## [Records excerpted from a collection]
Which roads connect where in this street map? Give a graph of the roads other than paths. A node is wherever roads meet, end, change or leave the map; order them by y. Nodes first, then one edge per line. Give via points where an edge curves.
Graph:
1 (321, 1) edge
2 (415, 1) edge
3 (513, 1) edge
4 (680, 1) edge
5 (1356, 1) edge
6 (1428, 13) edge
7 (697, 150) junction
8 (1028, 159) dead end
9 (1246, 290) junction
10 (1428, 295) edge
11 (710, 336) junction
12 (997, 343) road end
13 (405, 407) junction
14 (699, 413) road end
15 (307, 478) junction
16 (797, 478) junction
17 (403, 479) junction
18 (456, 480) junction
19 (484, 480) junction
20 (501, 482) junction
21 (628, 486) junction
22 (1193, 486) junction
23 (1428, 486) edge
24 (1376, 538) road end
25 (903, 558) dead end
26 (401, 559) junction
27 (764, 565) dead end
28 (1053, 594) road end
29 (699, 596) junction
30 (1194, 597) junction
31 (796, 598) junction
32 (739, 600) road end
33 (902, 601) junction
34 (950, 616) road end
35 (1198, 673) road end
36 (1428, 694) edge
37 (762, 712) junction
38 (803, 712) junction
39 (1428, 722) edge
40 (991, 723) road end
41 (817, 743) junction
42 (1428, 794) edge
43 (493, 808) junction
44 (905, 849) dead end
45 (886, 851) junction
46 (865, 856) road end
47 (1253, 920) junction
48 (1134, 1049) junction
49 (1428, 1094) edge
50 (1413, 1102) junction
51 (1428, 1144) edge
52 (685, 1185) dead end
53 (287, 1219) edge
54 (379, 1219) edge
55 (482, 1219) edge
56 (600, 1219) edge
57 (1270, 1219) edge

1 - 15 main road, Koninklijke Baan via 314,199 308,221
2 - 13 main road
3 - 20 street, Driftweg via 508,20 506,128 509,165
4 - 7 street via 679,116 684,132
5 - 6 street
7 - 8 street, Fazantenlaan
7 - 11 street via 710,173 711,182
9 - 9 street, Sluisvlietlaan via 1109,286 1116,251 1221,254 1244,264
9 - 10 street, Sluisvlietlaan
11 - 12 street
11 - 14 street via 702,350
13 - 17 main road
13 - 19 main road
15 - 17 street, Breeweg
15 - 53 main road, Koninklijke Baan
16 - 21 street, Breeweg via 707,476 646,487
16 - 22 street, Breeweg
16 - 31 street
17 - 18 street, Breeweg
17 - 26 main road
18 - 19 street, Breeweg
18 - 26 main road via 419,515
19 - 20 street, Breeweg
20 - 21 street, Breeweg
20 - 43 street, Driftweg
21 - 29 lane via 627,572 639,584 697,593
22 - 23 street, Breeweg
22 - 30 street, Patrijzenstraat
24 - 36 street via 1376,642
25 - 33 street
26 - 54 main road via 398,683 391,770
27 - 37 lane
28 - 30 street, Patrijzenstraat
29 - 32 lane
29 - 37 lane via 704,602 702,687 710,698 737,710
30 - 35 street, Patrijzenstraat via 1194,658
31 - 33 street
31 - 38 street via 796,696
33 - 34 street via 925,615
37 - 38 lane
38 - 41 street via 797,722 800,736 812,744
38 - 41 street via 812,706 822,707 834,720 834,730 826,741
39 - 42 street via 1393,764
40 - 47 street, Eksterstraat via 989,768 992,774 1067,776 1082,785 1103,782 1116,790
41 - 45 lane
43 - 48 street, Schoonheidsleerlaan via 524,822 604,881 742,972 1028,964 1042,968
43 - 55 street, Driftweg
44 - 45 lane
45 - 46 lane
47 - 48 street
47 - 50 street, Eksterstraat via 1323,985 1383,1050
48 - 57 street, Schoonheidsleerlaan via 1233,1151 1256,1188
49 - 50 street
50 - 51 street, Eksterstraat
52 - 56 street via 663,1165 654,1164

## [Problem]
Could you restate every entry verbatim, please?

## [Answer space]
Which roads connect where in this street map? Give a graph of the roads other than paths. A node is wherever roads meet, end, change or leave the map; order them by y. Nodes first, then one edge per line. Give via points where an edge curves.
Graph:
1 (321, 1) edge
2 (415, 1) edge
3 (513, 1) edge
4 (680, 1) edge
5 (1356, 1) edge
6 (1428, 13) edge
7 (697, 150) junction
8 (1028, 159) dead end
9 (1246, 290) junction
10 (1428, 295) edge
11 (710, 336) junction
12 (997, 343) road end
13 (405, 407) junction
14 (699, 413) road end
15 (307, 478) junction
16 (797, 478) junction
17 (403, 479) junction
18 (456, 480) junction
19 (484, 480) junction
20 (501, 482) junction
21 (628, 486) junction
22 (1193, 486) junction
23 (1428, 486) edge
24 (1376, 538) road end
25 (903, 558) dead end
26 (401, 559) junction
27 (764, 565) dead end
28 (1053, 594) road end
29 (699, 596) junction
30 (1194, 597) junction
31 (796, 598) junction
32 (739, 600) road end
33 (902, 601) junction
34 (950, 616) road end
35 (1198, 673) road end
36 (1428, 694) edge
37 (762, 712) junction
38 (803, 712) junction
39 (1428, 722) edge
40 (991, 723) road end
41 (817, 743) junction
42 (1428, 794) edge
43 (493, 808) junction
44 (905, 849) dead end
45 (886, 851) junction
46 (865, 856) road end
47 (1253, 920) junction
48 (1134, 1049) junction
49 (1428, 1094) edge
50 (1413, 1102) junction
51 (1428, 1144) edge
52 (685, 1185) dead end
53 (287, 1219) edge
54 (379, 1219) edge
55 (482, 1219) edge
56 (600, 1219) edge
57 (1270, 1219) edge

1 - 15 main road, Koninklijke Baan via 314,199 308,221
2 - 13 main road
3 - 20 street, Driftweg via 508,20 506,128 509,165
4 - 7 street via 679,116 684,132
5 - 6 street
7 - 8 street, Fazantenlaan
7 - 11 street via 710,173 711,182
9 - 9 street, Sluisvlietlaan via 1109,286 1116,251 1221,254 1244,264
9 - 10 street, Sluisvlietlaan
11 - 12 street
11 - 14 street via 702,350
13 - 17 main road
13 - 19 main road
15 - 17 street, Breeweg
15 - 53 main road, Koninklijke Baan
16 - 21 street, Breeweg via 707,476 646,487
16 - 22 street, Breeweg
16 - 31 street
17 - 18 street, Breeweg
17 - 26 main road
18 - 19 street, Breeweg
18 - 26 main road via 419,515
19 - 20 street, Breeweg
20 - 21 street, Breeweg
20 - 43 street, Driftweg
21 - 29 lane via 627,572 639,584 697,593
22 - 23 street, Breeweg
22 - 30 street, Patrijzenstraat
24 - 36 street via 1376,642
25 - 33 street
26 - 54 main road via 398,683 391,770
27 - 37 lane
28 - 30 street, Patrijzenstraat
29 - 32 lane
29 - 37 lane via 704,602 702,687 710,698 737,710
30 - 35 street, Patrijzenstraat via 1194,658
31 - 33 street
31 - 38 street via 796,696
33 - 34 street via 925,615
37 - 38 lane
38 - 41 street via 797,722 800,736 812,744
38 - 41 street via 812,706 822,707 834,720 834,730 826,741
39 - 42 street via 1393,764
40 - 47 street, Eksterstraat via 989,768 992,774 1067,776 1082,785 1103,782 1116,790
41 - 45 lane
43 - 48 street, Schoonheidsleerlaan via 524,822 604,881 742,972 1028,964 1042,968
43 - 55 street, Driftweg
44 - 45 lane
45 - 46 lane
47 - 48 street
47 - 50 street, Eksterstraat via 1323,985 1383,1050
48 - 57 street, Schoonheidsleerlaan via 1233,1151 1256,1188
49 - 50 street
50 - 51 street, Eksterstraat
52 - 56 street via 663,1165 654,1164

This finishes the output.